Without any published controlled studies, the risks of ibogaine can only be based on the increasing number of case reports that demonstrate an increased risk of sudden death, arrhythmias, and seizures associated with ibogaine use. In the absence of specific treatments for ibogaine, heightened clinical suspicion coupled with meticulous supportive care is the cornerstone of diagnosis and treatment for cases of ibogaine toxicity.
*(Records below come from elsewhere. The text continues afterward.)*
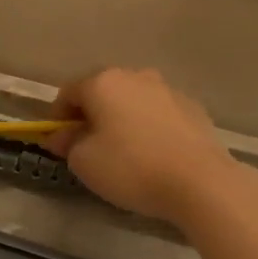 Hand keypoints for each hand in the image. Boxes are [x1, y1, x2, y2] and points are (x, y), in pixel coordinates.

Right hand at [45, 68, 238, 222]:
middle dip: (91, 115)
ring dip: (121, 119)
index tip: (58, 142)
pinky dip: (149, 127)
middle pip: (102, 92)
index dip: (57, 117)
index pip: (68, 93)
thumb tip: (63, 135)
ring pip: (132, 101)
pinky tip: (153, 154)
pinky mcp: (193, 108)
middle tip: (88, 147)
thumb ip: (68, 143)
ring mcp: (168, 90)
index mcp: (103, 83)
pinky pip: (158, 114)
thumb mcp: (84, 162)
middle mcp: (135, 76)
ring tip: (123, 152)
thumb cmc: (131, 168)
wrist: (200, 182) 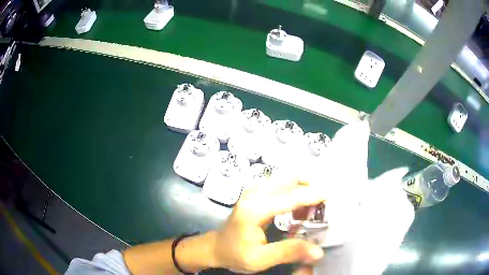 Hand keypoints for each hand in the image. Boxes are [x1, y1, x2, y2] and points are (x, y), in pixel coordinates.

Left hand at [211, 176, 326, 273]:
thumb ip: (289, 252)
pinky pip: (281, 184)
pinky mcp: (256, 193)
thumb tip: (317, 251)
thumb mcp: (259, 259)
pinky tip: (299, 211)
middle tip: (325, 205)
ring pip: (286, 179)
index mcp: (254, 209)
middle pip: (290, 179)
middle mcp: (254, 194)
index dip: (313, 195)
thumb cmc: (235, 254)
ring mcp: (254, 190)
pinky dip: (295, 191)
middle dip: (311, 187)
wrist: (215, 247)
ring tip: (313, 210)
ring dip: (304, 188)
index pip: (291, 197)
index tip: (332, 196)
As the frequency of unregulated illegal use of ibogaine increases, it is important the healthcare community be aware of the possible effects such that clinicians can provide informed counseling to their patients regarding the risks of attempting detoxification with ibogaine and identify potential complications attributable to ibogaine use.
Footnotes
Funding
This case report received no specific grant from any funding agency in the public, commercial, or not-for-profit sectors.
Conflict of interest statement
The authors declare that there is no conflict of interest.